_PROBLEM DESCRIPTION_. Each line in the data must be reproduced as written, except for any picture.

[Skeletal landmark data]
※ ※ ※
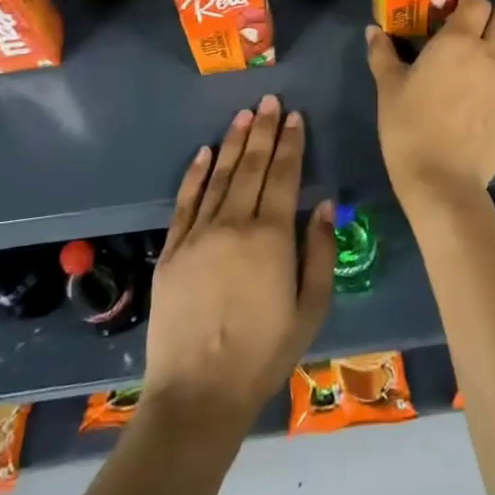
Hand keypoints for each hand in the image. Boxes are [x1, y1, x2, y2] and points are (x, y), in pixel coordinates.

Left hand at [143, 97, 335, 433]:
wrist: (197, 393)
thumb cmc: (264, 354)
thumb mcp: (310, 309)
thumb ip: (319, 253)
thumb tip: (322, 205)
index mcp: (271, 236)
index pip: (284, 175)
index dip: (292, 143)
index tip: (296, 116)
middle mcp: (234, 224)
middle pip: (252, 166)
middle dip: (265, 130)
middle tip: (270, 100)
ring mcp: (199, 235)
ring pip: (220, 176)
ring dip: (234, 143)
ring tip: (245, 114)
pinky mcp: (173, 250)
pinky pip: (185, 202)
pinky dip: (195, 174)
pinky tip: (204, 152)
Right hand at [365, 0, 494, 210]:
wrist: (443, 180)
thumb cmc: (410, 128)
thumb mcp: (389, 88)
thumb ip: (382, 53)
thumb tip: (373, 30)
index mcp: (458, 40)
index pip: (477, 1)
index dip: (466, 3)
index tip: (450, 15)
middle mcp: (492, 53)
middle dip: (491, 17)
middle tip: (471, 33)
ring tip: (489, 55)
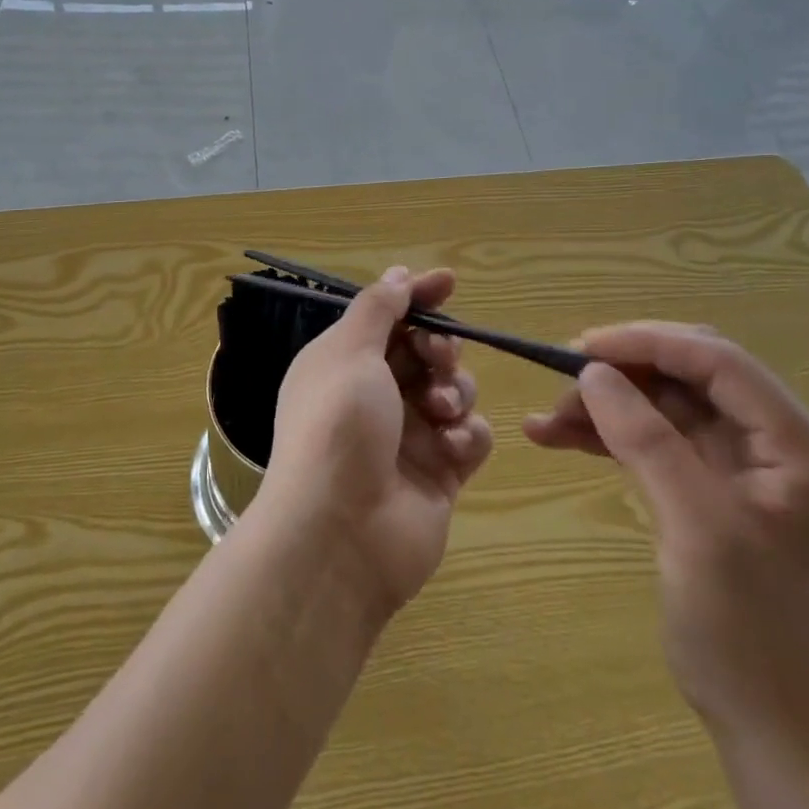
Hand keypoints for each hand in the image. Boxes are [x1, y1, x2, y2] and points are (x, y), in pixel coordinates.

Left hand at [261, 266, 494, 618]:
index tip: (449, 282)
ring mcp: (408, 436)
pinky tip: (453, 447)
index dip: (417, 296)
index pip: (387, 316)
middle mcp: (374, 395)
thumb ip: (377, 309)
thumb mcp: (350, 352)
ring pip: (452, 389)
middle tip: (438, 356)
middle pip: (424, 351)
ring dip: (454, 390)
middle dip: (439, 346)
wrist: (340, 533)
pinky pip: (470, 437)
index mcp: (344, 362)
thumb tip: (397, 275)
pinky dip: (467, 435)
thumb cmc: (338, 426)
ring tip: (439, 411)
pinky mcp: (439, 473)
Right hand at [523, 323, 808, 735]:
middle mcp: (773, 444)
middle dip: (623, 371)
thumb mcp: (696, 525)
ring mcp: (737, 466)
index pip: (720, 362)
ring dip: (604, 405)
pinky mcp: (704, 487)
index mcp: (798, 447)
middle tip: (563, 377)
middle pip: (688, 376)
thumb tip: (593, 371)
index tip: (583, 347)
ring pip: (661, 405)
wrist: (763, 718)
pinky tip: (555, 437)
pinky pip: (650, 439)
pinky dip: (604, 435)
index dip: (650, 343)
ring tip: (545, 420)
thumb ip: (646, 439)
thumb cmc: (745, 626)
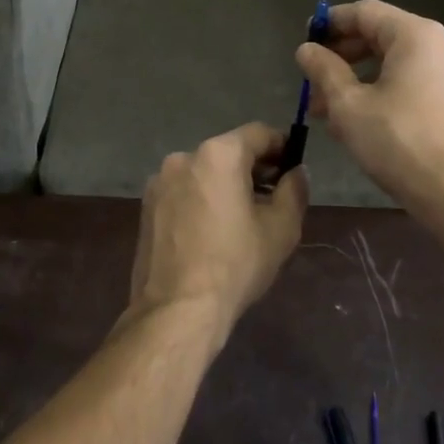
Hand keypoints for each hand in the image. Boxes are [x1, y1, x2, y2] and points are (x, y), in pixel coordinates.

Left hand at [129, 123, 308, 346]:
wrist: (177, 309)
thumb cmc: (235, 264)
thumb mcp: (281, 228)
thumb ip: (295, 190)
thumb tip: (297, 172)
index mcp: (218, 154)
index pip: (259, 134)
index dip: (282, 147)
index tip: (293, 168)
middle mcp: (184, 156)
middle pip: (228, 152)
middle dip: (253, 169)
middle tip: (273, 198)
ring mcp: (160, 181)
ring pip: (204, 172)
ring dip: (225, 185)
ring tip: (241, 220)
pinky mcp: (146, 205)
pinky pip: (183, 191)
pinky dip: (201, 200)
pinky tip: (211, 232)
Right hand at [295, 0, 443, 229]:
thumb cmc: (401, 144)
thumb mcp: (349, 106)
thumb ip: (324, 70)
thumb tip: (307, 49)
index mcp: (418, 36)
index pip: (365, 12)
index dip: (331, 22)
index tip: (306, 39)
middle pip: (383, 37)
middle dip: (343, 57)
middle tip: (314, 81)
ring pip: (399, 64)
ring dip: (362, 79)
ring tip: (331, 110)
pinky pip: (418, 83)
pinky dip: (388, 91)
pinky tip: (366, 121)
※ ※ ※
_TASK ANSWER_.
Hand keypoints for each hand in the image. Boxes are [x1, y1, x2, y2] and points are (x, y), in pixel coordinates.

Left hand at [143, 97, 335, 433]:
wrist: (197, 393)
thumb cmc: (264, 354)
thumb mcp: (310, 309)
thumb ip: (319, 253)
thumb tip: (322, 205)
index mcp: (271, 236)
index pip: (284, 175)
index dip: (292, 143)
index tip: (296, 116)
middle mcp: (234, 224)
middle pip: (252, 166)
middle dip: (265, 130)
middle tip: (270, 100)
ring mcp: (199, 235)
ring pip: (220, 176)
ring dip: (234, 143)
ring tip: (245, 114)
pinky mcp: (173, 250)
pinky pip: (185, 202)
pinky dip: (195, 174)
pinky tip: (204, 152)
Right hand at [365, 0, 494, 210]:
wrist: (443, 180)
thumb cmc: (410, 128)
thumb mcp: (389, 88)
thumb ip: (382, 53)
thumb tip: (373, 30)
index mcp: (458, 40)
index pip: (477, 1)
index dip: (466, 3)
index tip: (450, 15)
middle mcp: (492, 53)
middle dip: (491, 17)
middle tip: (471, 33)
ring tip: (489, 55)
Hand keypoints for each hand in the image. Boxes are [x1, y1, x2, y2] and points are (x, y), in pixel coordinates.

Left hand at [261, 266, 494, 618]:
index tip: (449, 282)
ring mcp: (408, 436)
pinky tip: (453, 447)
index dip: (417, 296)
index pip: (387, 316)
middle mcp: (374, 395)
thumb ip: (377, 309)
thumb mcp: (350, 352)
ring pip: (452, 389)
middle tip: (438, 356)
middle pip: (424, 351)
ring dip: (454, 390)
middle dip: (439, 346)
wrist: (340, 533)
pinky pip: (470, 437)
index mcp: (344, 362)
thumb tip: (397, 275)
pinky dip: (467, 435)
thumb cmc: (338, 426)
ring tip: (439, 411)
pinky mcp: (439, 473)
Right hand at [523, 323, 808, 735]:
middle mcp: (773, 444)
middle dip: (623, 371)
thumb mcp: (696, 525)
ring mcp: (737, 466)
index pip: (720, 362)
ring dip: (604, 405)
pinky mcp: (704, 487)
index mcp: (798, 447)
middle tip: (563, 377)
middle pip: (688, 376)
thumb tip: (593, 371)
index tip: (583, 347)
ring pip: (661, 405)
wrist: (763, 718)
pinky tip: (555, 437)
pinky pip: (650, 439)
pinky dip: (604, 435)
index dip: (650, 343)
ring tip: (545, 420)
thumb ip: (646, 439)
thumb cmc: (745, 626)
Hand keypoints for each hand in the image. Boxes are [x1, y1, x2, y2] and points are (x, y), in pixel coordinates.

Left hand at [129, 123, 308, 346]:
wrist: (177, 309)
thumb cmc: (235, 264)
thumb mcp: (281, 228)
thumb ip: (295, 190)
thumb tip: (297, 172)
index mcp: (218, 154)
index pip: (259, 134)
index dip: (282, 147)
index tip: (293, 168)
middle mcp: (184, 156)
middle pip: (228, 152)
middle dip: (253, 169)
middle tip: (273, 198)
ring mcp: (160, 181)
ring pip: (204, 172)
ring dip: (225, 185)
ring tip: (241, 220)
pinky mcp: (146, 205)
pinky pip: (183, 191)
pinky dip: (201, 200)
pinky tip: (211, 232)
Right hand at [295, 0, 443, 229]:
thumb cmc: (401, 144)
thumb mcp: (349, 106)
thumb ip: (324, 70)
thumb tip: (307, 49)
index mcp: (418, 36)
index pip: (365, 12)
index dip: (331, 22)
index tip: (306, 39)
middle pip: (383, 37)
middle dip: (343, 57)
middle tip: (314, 81)
ring pip: (399, 64)
ring dip: (362, 79)
ring tip: (331, 110)
pinky pip: (418, 83)
pinky dip: (388, 91)
pinky tip: (366, 121)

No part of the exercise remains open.